Coming home aching, sore I was so tired, sleep sounds so good right know. "Darling, it is very late! Why did you stay at the studio so late?" my mother greets me with a scowl. "We have the show on Thursday, and I am so scared I will mess up badly and disappoint my teacher" I confessed my fear and continued "so I stayed because I needed to practice more." Her expression softened " Oh but Charlie, you shouldn't overwork your body, I believe you will do amazing! And keep your lucky charm on!" her words put an ease to my nervousness. "Thank you, mom, I love you. I'm going to get some rest; I need to be ready again for tomorrow morning." to which like always she replies” Eat something! You need food for energy."

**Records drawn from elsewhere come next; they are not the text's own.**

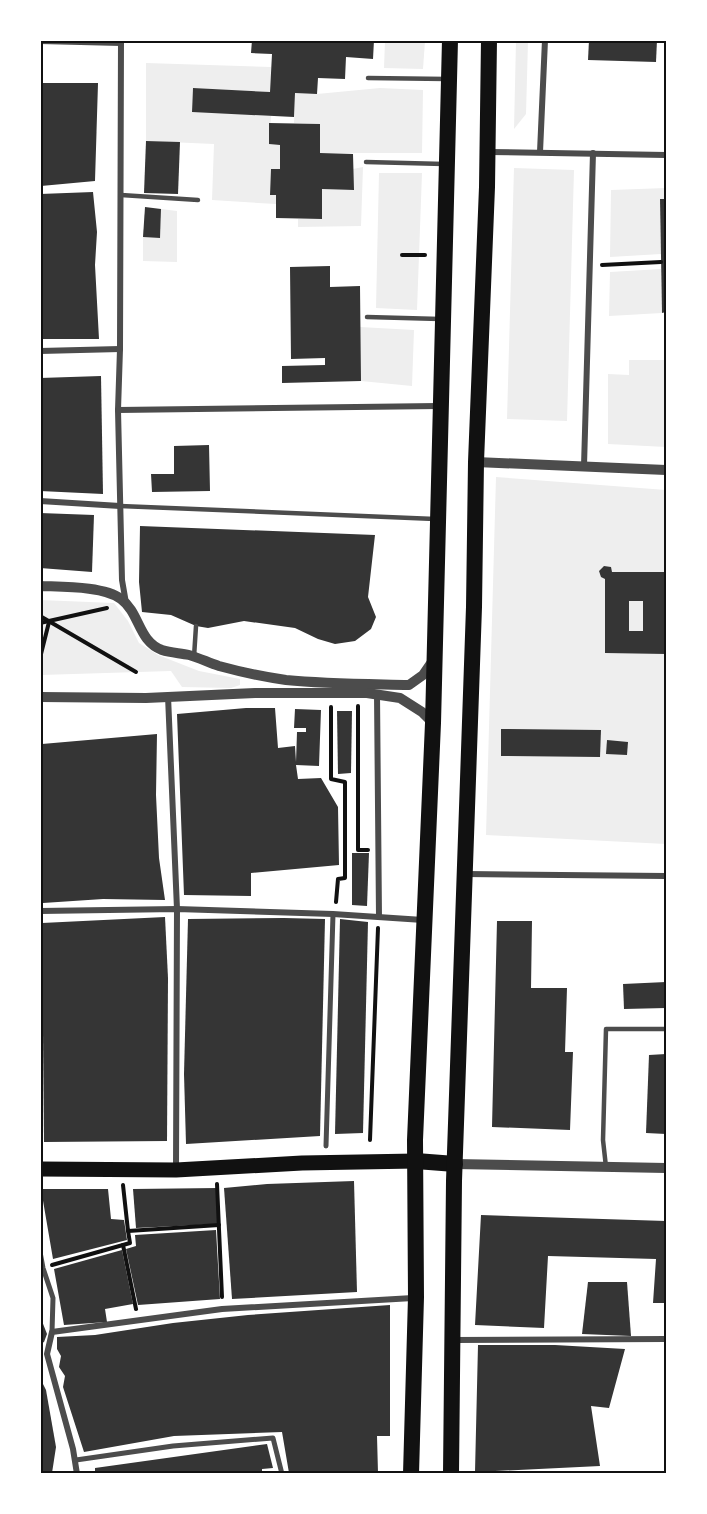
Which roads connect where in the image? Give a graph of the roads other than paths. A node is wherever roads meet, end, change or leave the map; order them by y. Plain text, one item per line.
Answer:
1 (450, 40) edge
2 (489, 40) edge
3 (545, 40) edge
4 (40, 41) edge
5 (121, 42) edge
6 (368, 78) dead end
7 (449, 79) junction
8 (488, 152) junction
9 (540, 152) junction
10 (593, 153) junction
11 (666, 155) edge
12 (366, 162) dead end
13 (447, 164) junction
14 (121, 195) junction
15 (198, 200) dead end
16 (367, 317) dead end
17 (443, 319) junction
18 (120, 350) junction
19 (40, 351) edge
20 (440, 406) junction
21 (118, 410) junction
22 (476, 462) junction
23 (584, 466) junction
24 (666, 470) edge
25 (40, 501) edge
26 (120, 506) junction
27 (438, 519) junction
28 (40, 586) edge
29 (127, 604) junction
30 (196, 626) dead end
31 (194, 657) junction
32 (435, 659) junction
33 (251, 673) junction
34 (255, 693) junction
35 (377, 694) junction
36 (168, 696) junction
37 (40, 697) edge
38 (433, 723) junction
39 (465, 874) junction
40 (666, 876) edge
41 (177, 909) junction
42 (40, 911) edge
43 (333, 914) junction
44 (379, 917) junction
45 (424, 920) junction
46 (666, 1029) edge
47 (326, 1146) dead end
48 (416, 1161) junction
49 (455, 1164) junction
50 (606, 1167) junction
51 (666, 1168) edge
52 (40, 1169) edge
53 (176, 1170) junction
54 (40, 1252) edge
55 (416, 1298) junction
56 (52, 1332) junction
57 (666, 1339) edge
58 (452, 1340) junction
59 (44, 1355) edge
60 (76, 1460) junction
61 (77, 1473) edge
62 (282, 1473) edge
63 (411, 1473) edge
64 (452, 1473) edge

1 - 7 highway
2 - 8 highway
3 - 9 street
4 - 5 street
5 - 14 street
6 - 7 lane
7 - 13 highway
8 - 9 street
8 - 22 highway
9 - 10 street
10 - 11 street
10 - 23 street
12 - 13 lane
13 - 17 highway
14 - 15 lane
14 - 18 street
16 - 17 lane
17 - 20 highway
18 - 19 street
18 - 21 street
20 - 21 street
20 - 27 highway
21 - 26 street
22 - 23 street
22 - 39 highway
23 - 24 street
25 - 26 street
26 - 27 lane
26 - 29 street
27 - 32 highway
28 - 29 street
29 - 31 street
30 - 31 lane
31 - 33 street
32 - 33 street
32 - 38 highway
33 - 34 street
34 - 35 street
34 - 36 street
35 - 38 street
35 - 44 street
36 - 37 street
36 - 41 street
38 - 45 highway
39 - 40 street
39 - 49 highway
41 - 42 street
41 - 43 street
41 - 53 street
43 - 44 street
43 - 47 street
44 - 45 street
45 - 48 highway
46 - 50 lane
48 - 49 highway
48 - 53 main road
48 - 55 highway
49 - 50 street
49 - 58 highway
50 - 51 street
52 - 53 main road
54 - 56 street
55 - 56 street
55 - 63 highway
56 - 59 street
57 - 58 street
58 - 64 highway
59 - 60 street
60 - 61 street
60 - 62 street

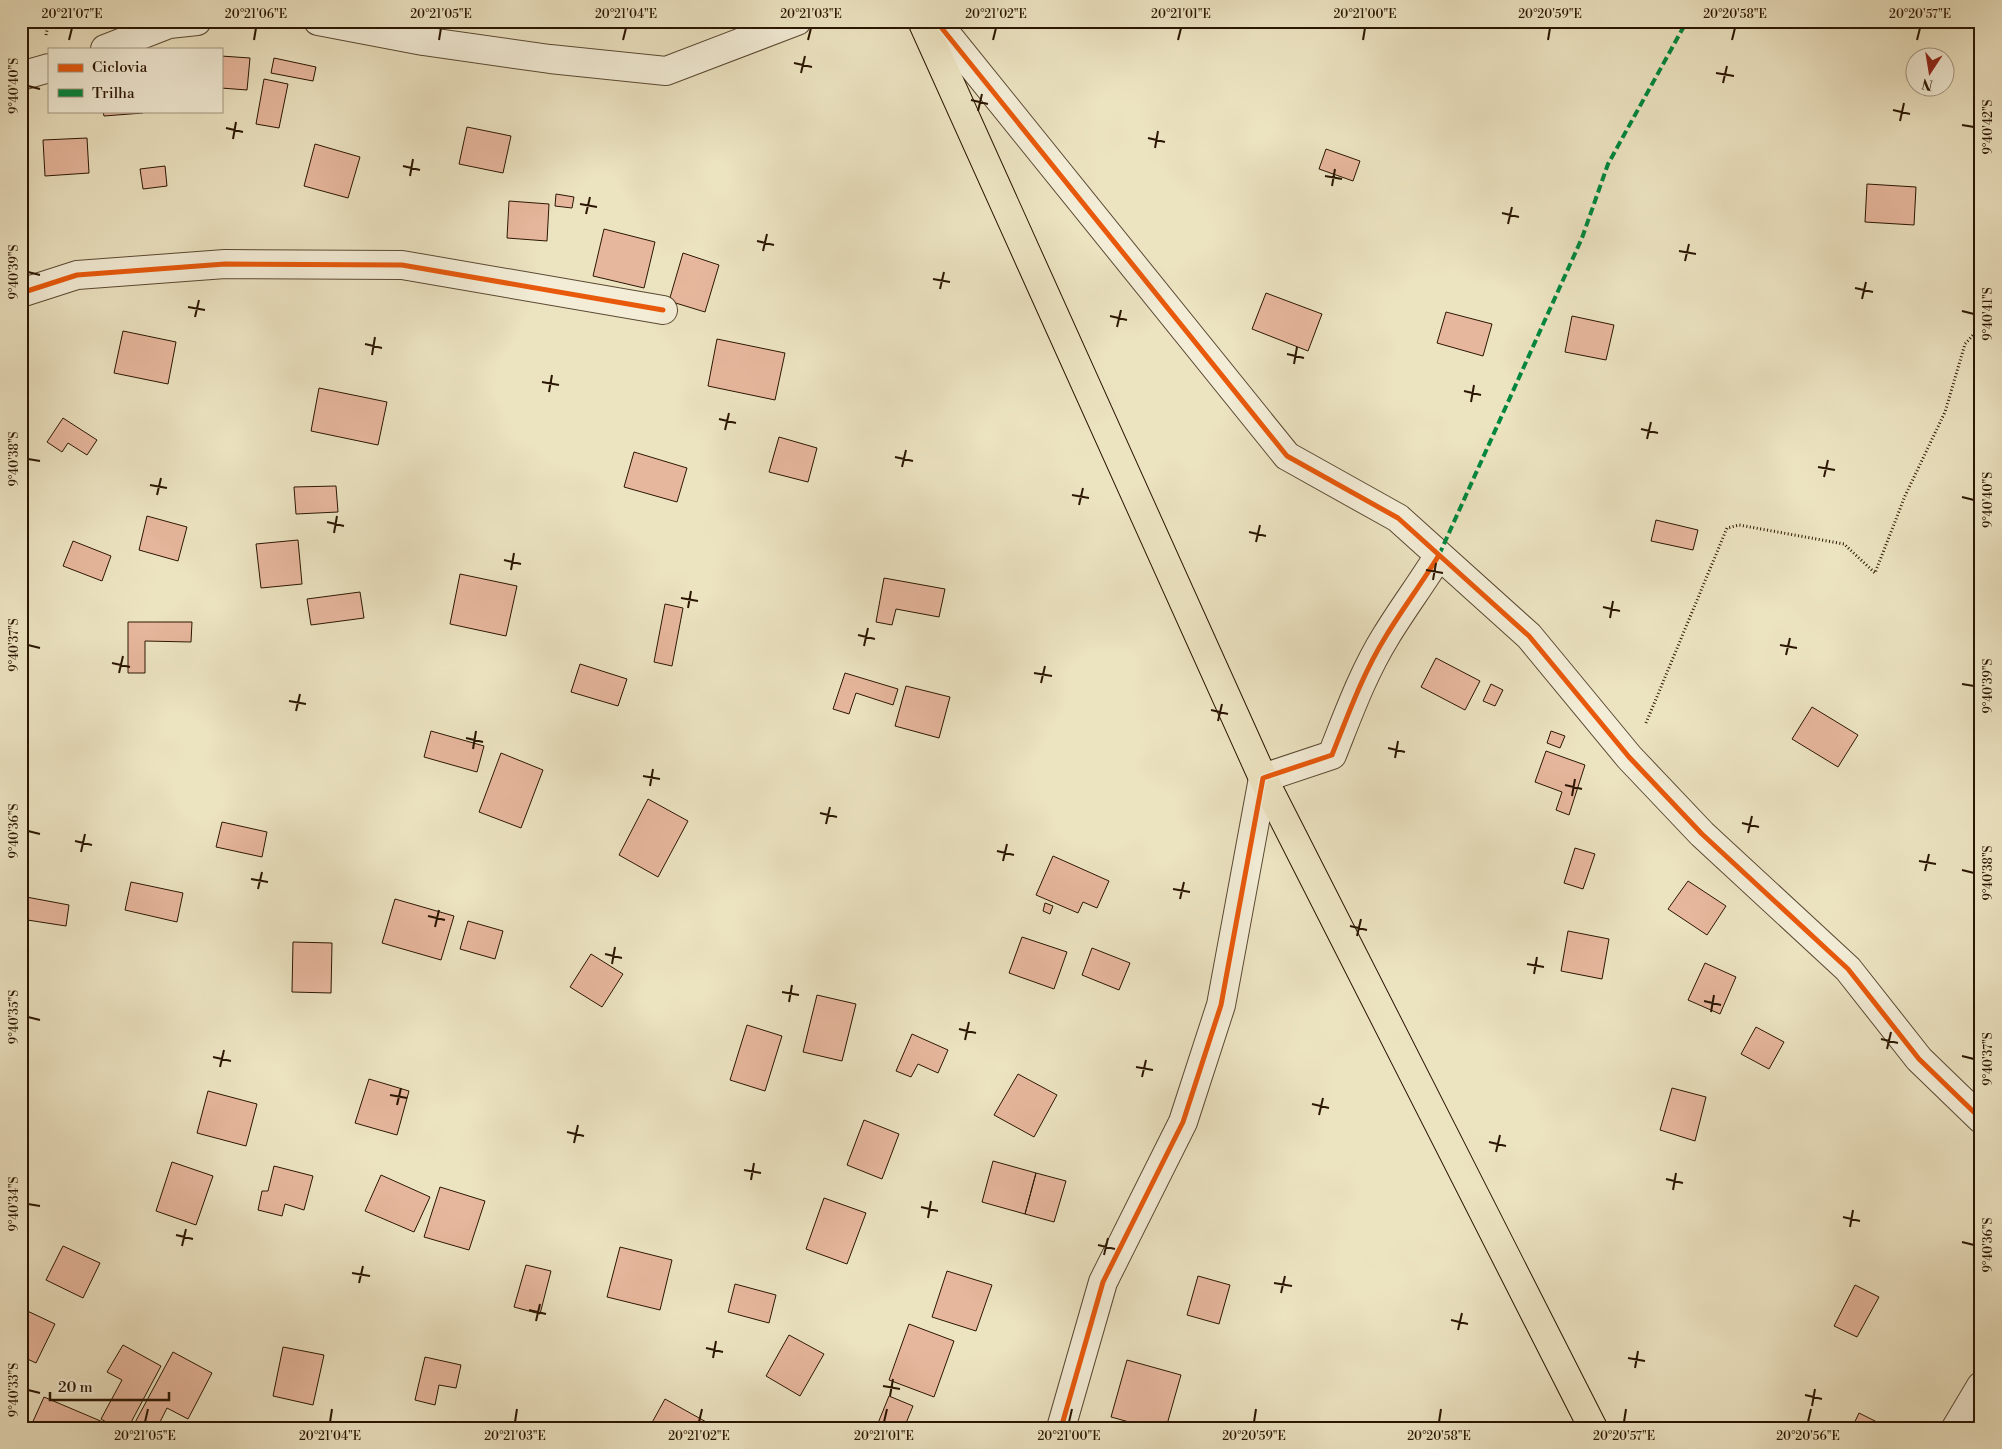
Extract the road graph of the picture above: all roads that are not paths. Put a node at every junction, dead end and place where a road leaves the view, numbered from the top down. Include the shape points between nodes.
1 (197, 21) edge
2 (318, 21) edge
3 (798, 21) edge
4 (922, 21) edge
5 (936, 21) edge
6 (108, 48) edge
7 (48, 68) edge
8 (21, 76) edge
9 (21, 293) edge
10 (662, 310) dead end
11 (1439, 555) junction
12 (1263, 778) junction
13 (1981, 1119) edge
14 (1981, 1386) edge
15 (1061, 1428) edge
16 (1593, 1428) edge
17 (1956, 1428) edge

1 - 6 street via 169,24
2 - 3 street via 540,58 666,71
4 - 12 main road
5 - 11 street via 1288,456 1398,518
7 - 8 street
9 - 10 street via 76,275 225,264 402,266
11 - 12 street via 1386,636 1354,699 1332,755
11 - 13 street via 1529,636 1629,757 1702,834 1848,969 1919,1059
12 - 15 street via 1221,1006 1183,1122 1103,1282
12 - 16 main road
14 - 17 street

Tuesday was filled with grand jete's turning into grand allegro's, petit allegros, adages, pointe-work and arabesque exercises. I can feel my legs give in as I put all my strength into my last practice: "The Butterfly." Turning my body up into the air with as much vigor as I can, throwing myself into the air, bending my left leg back even more as my right leg stretches out to stick the landing safely and gracefully. Receiving applause from my classmates and the teacher made me feel better about my moves. I held onto my lucky charm, thank god I have this! What would I do without it? I thought. However, on Wednesday, I received the most dreadful news! "Ok girls gather 'round, gather 'round!" my teacher ushered us to the middle to sit. Our attention now on him. "I have bad news and good news...." he paused for effect, then continued "your costumes have arri-" he couldn't even finish as a chorus of excitement rang through the room. "yes I know you all are very excited. The bad news is that the costume jewelry we got will not be used for this event, not even personal jewelry; we would like to keep it straightforward and clean! Thank you! That is all and I will see you all tomorrow for the show."